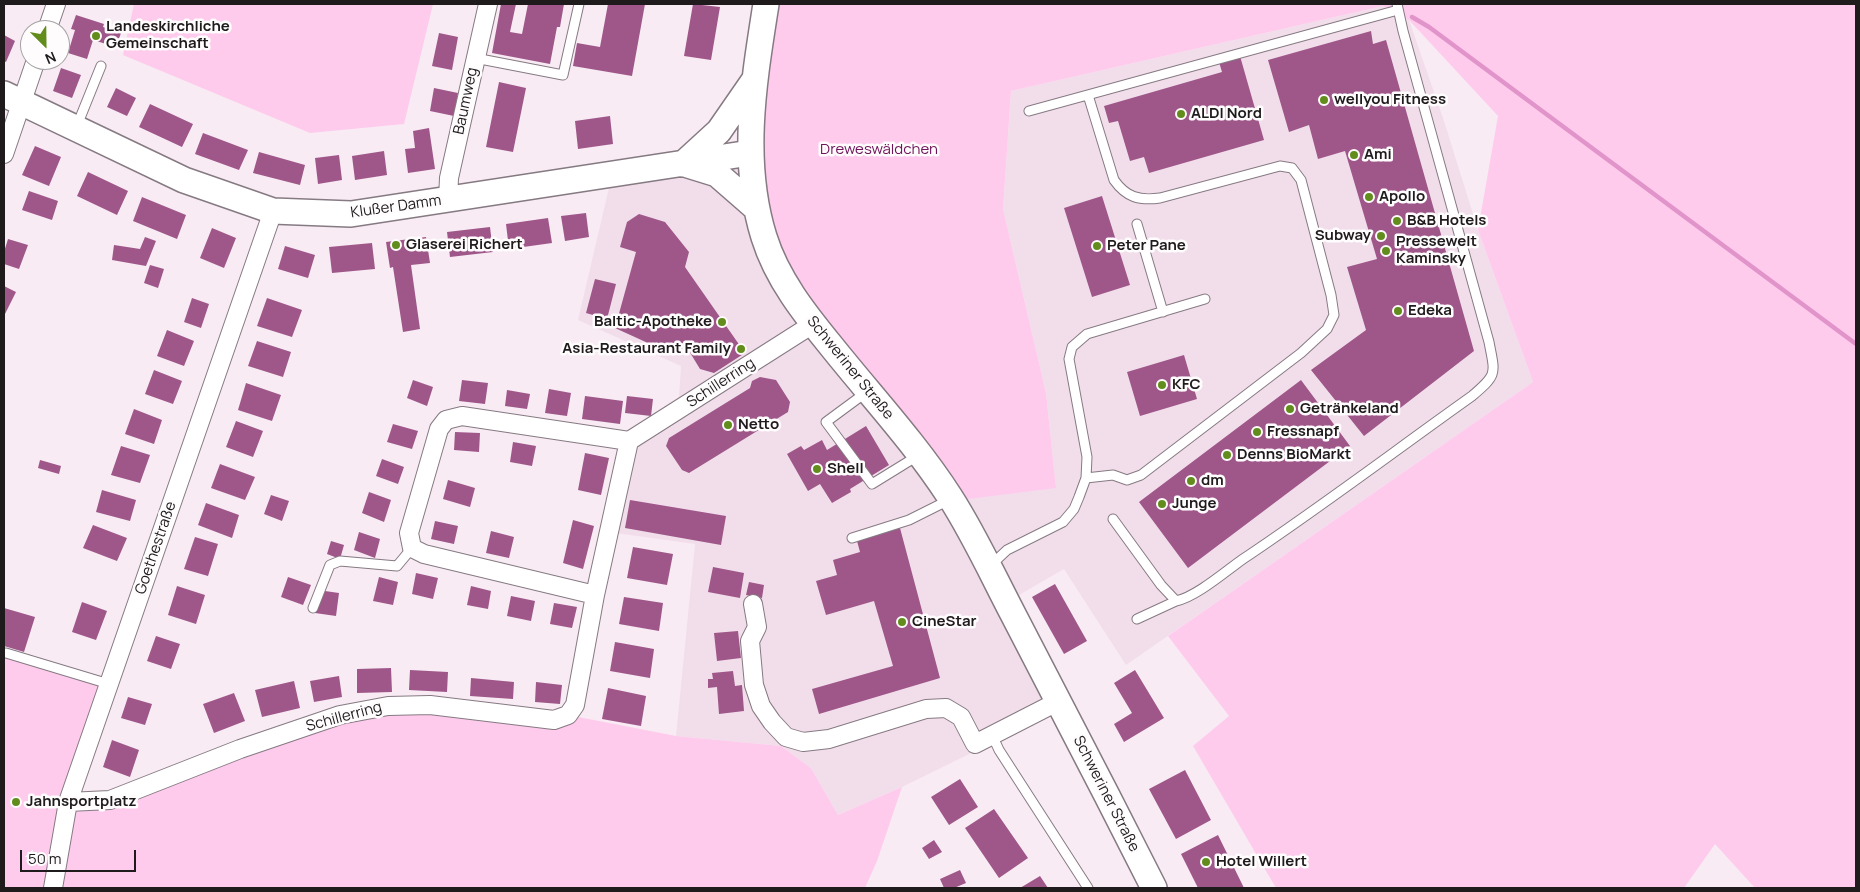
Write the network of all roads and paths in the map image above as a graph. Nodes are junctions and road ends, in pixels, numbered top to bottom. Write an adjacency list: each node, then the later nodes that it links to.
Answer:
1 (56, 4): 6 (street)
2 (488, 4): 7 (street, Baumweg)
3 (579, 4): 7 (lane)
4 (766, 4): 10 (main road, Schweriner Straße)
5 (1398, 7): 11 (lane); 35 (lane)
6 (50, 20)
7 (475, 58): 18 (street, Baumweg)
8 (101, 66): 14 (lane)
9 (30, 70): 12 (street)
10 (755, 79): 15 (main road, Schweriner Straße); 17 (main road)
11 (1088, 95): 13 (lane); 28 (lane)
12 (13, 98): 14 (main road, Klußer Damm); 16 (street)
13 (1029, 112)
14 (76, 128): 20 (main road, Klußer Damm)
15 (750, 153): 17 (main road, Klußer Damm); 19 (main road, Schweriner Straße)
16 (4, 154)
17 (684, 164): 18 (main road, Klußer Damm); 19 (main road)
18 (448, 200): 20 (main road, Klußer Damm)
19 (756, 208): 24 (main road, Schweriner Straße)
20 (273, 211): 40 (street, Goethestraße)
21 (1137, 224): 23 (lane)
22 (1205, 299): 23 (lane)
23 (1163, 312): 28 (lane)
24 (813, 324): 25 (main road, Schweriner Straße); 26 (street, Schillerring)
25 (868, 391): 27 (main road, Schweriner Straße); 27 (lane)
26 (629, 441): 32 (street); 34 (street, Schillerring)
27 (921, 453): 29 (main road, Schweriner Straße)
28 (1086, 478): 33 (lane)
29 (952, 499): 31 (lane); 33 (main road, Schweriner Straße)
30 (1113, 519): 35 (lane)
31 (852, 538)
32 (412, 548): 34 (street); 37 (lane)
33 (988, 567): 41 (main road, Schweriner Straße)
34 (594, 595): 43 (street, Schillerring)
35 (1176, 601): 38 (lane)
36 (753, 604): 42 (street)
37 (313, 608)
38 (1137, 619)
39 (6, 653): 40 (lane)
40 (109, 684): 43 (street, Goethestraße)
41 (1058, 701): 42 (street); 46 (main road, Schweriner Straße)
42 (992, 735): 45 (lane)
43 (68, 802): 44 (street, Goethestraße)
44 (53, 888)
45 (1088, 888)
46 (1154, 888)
^^^^^^^^^^^^^^^^
**Your goal**
Where does "Klußer" appear in the records above? Copy each line that holds it.

**Solution for this exercise**
12 (13, 98): 14 (main road, Klußer Damm); 16 (street)
14 (76, 128): 20 (main road, Klußer Damm)
15 (750, 153): 17 (main road, Klußer Damm); 19 (main road, Schweriner Straße)
17 (684, 164): 18 (main road, Klußer Damm); 19 (main road)
18 (448, 200): 20 (main road, Klußer Damm)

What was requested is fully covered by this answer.